WHAT NEEDS TO BE DONE: Below are the records; pull every line that includes "highway".

===

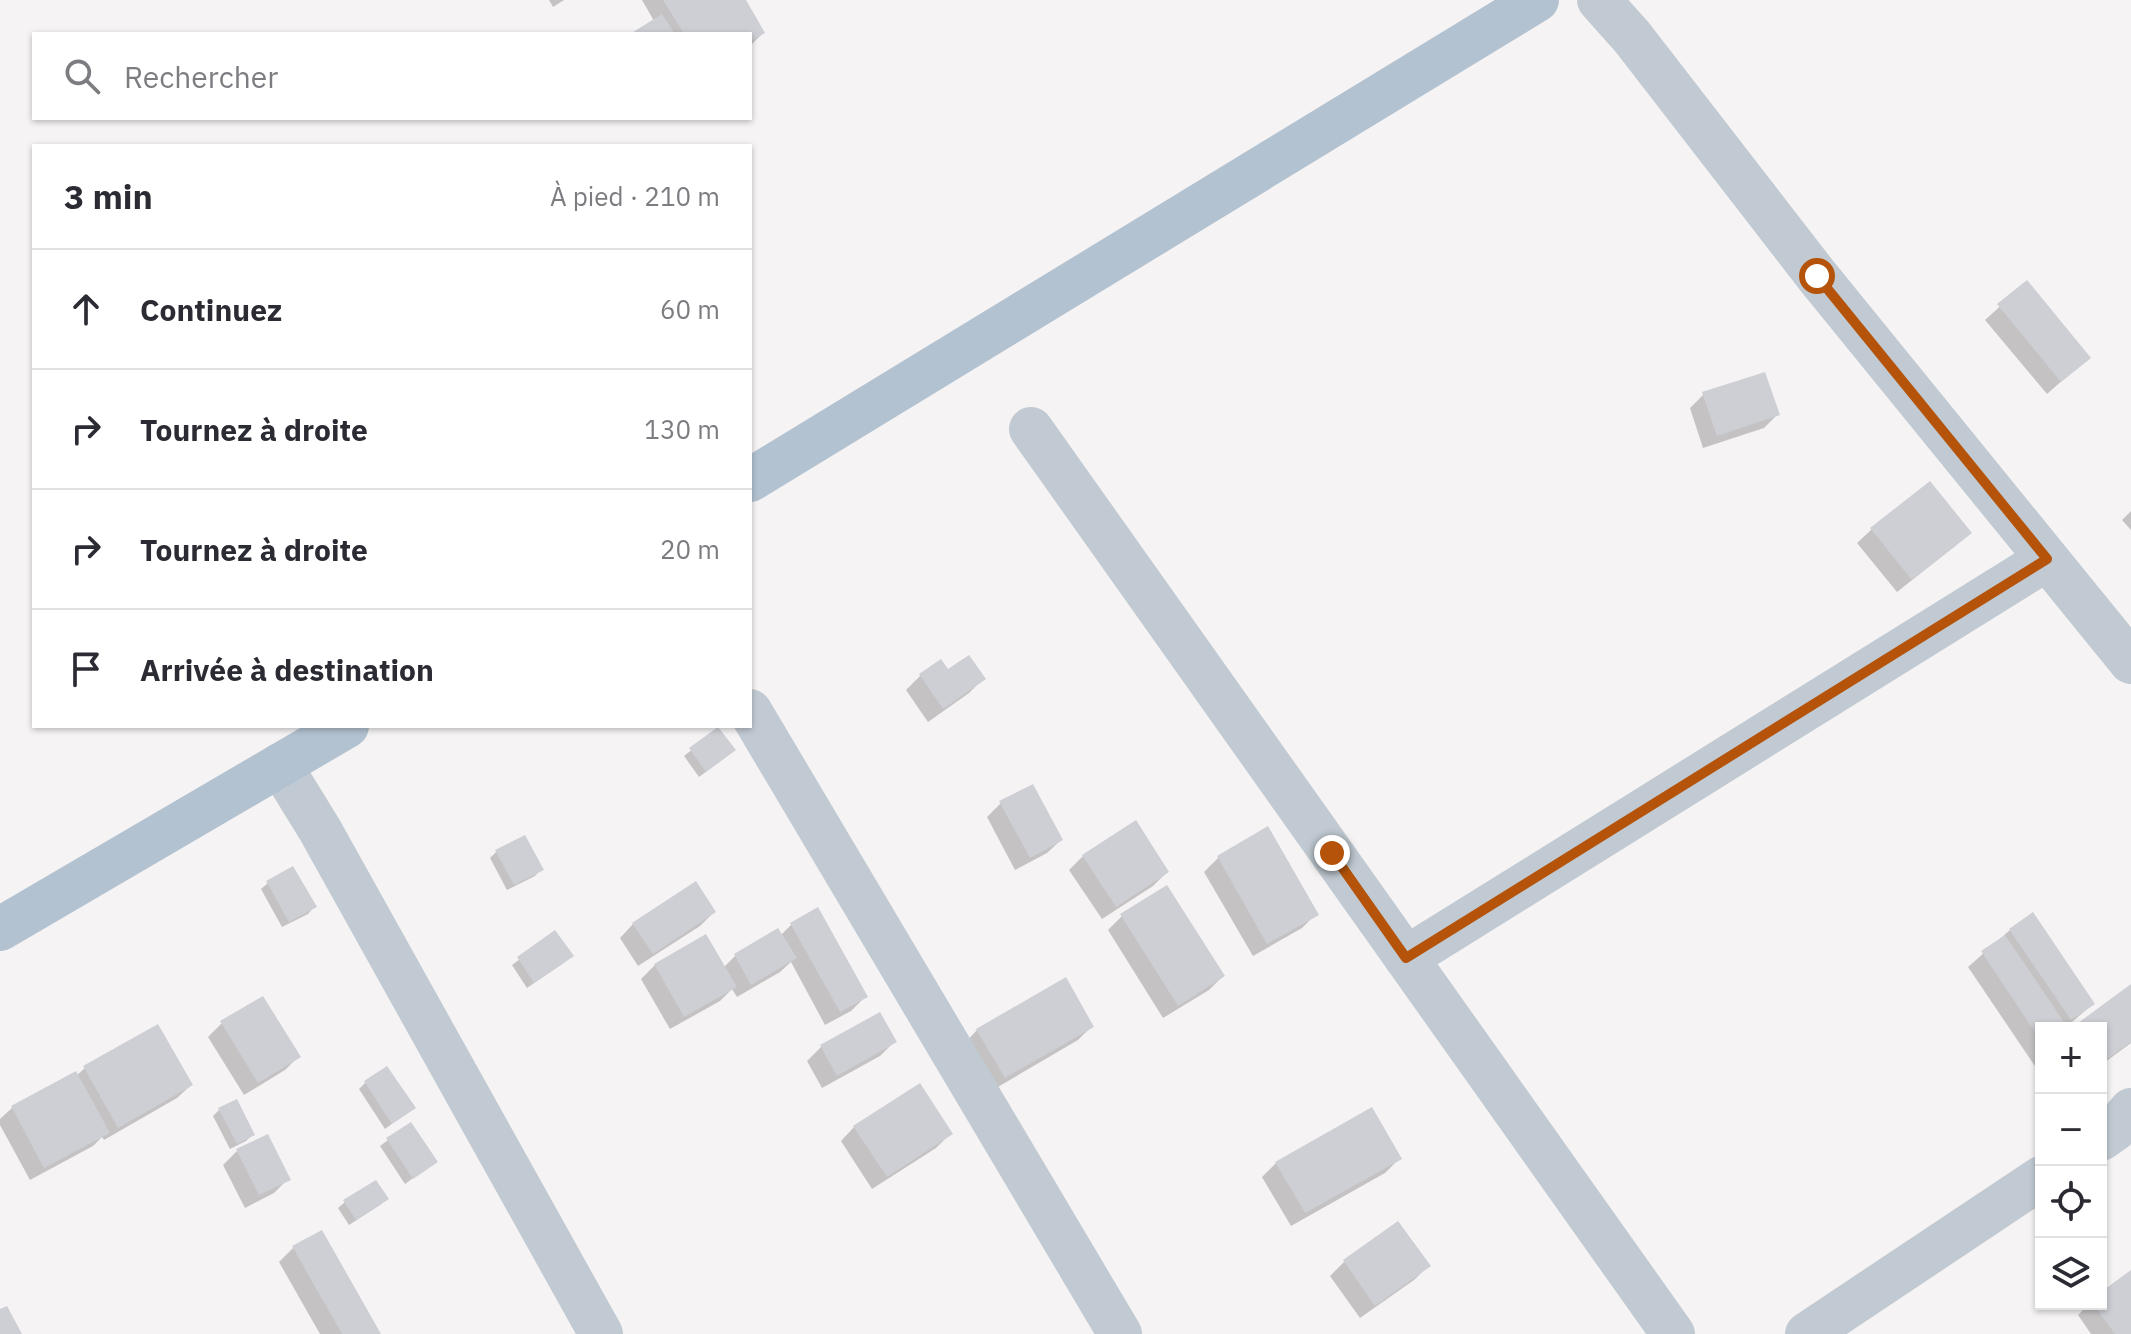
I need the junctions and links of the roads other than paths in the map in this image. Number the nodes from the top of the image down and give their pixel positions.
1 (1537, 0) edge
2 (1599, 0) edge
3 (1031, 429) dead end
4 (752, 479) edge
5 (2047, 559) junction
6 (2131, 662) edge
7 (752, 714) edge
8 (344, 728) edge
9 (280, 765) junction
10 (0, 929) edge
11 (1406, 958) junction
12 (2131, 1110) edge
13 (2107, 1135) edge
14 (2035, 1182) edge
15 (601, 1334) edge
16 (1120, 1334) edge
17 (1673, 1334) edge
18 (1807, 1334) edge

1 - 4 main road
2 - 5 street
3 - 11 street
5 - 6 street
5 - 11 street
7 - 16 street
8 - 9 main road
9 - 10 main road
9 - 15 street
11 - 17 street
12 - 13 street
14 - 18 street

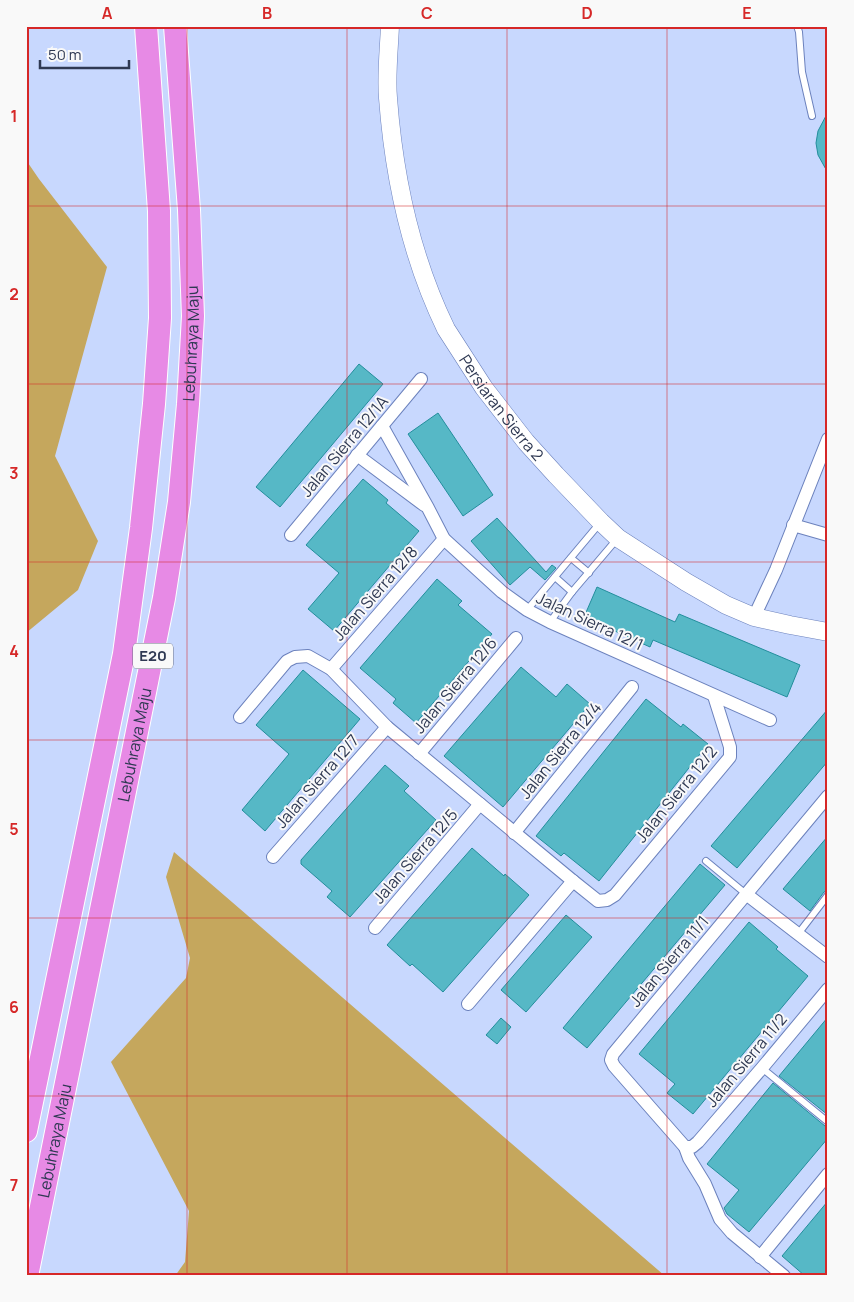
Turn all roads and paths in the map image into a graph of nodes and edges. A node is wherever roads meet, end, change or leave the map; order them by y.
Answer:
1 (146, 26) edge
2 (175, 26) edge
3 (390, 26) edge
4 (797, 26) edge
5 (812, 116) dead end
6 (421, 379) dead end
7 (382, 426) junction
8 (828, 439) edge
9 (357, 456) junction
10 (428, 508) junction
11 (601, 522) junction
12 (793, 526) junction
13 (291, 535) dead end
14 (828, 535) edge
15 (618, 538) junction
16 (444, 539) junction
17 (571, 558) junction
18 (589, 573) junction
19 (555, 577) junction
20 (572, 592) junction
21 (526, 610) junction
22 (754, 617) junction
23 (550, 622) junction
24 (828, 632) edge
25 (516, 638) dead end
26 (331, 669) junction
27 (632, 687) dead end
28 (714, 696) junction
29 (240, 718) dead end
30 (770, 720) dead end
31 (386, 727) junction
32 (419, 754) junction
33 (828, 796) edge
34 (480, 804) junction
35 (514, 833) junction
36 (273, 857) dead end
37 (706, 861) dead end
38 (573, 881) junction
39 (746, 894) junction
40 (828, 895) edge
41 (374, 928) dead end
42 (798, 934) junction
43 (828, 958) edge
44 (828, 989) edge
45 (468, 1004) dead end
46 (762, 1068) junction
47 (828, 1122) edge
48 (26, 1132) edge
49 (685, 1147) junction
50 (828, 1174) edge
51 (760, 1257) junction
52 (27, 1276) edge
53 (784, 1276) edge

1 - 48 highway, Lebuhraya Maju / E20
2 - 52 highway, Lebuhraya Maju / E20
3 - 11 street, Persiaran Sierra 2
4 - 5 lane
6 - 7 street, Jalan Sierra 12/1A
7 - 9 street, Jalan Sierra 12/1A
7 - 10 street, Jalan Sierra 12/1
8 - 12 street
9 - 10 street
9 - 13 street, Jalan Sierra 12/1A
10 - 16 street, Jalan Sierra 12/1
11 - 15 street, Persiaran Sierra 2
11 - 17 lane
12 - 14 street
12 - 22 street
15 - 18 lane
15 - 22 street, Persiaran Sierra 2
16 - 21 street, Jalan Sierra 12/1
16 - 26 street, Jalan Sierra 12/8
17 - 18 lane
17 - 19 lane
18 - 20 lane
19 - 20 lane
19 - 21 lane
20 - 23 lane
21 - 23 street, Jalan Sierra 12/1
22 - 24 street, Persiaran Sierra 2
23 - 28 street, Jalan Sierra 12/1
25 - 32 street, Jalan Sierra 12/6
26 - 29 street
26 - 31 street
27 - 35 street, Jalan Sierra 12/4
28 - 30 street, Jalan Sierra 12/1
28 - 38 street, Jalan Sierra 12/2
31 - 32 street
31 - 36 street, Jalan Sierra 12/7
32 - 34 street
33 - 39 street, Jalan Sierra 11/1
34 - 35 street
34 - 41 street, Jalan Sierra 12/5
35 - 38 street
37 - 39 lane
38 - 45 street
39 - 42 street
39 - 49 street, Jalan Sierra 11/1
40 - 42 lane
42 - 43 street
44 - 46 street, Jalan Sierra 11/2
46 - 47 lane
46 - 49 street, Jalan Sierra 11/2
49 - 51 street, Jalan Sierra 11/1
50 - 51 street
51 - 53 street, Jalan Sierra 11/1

===

FINISHED TASK:
1 - 48 highway, Lebuhraya Maju / E20
2 - 52 highway, Lebuhraya Maju / E20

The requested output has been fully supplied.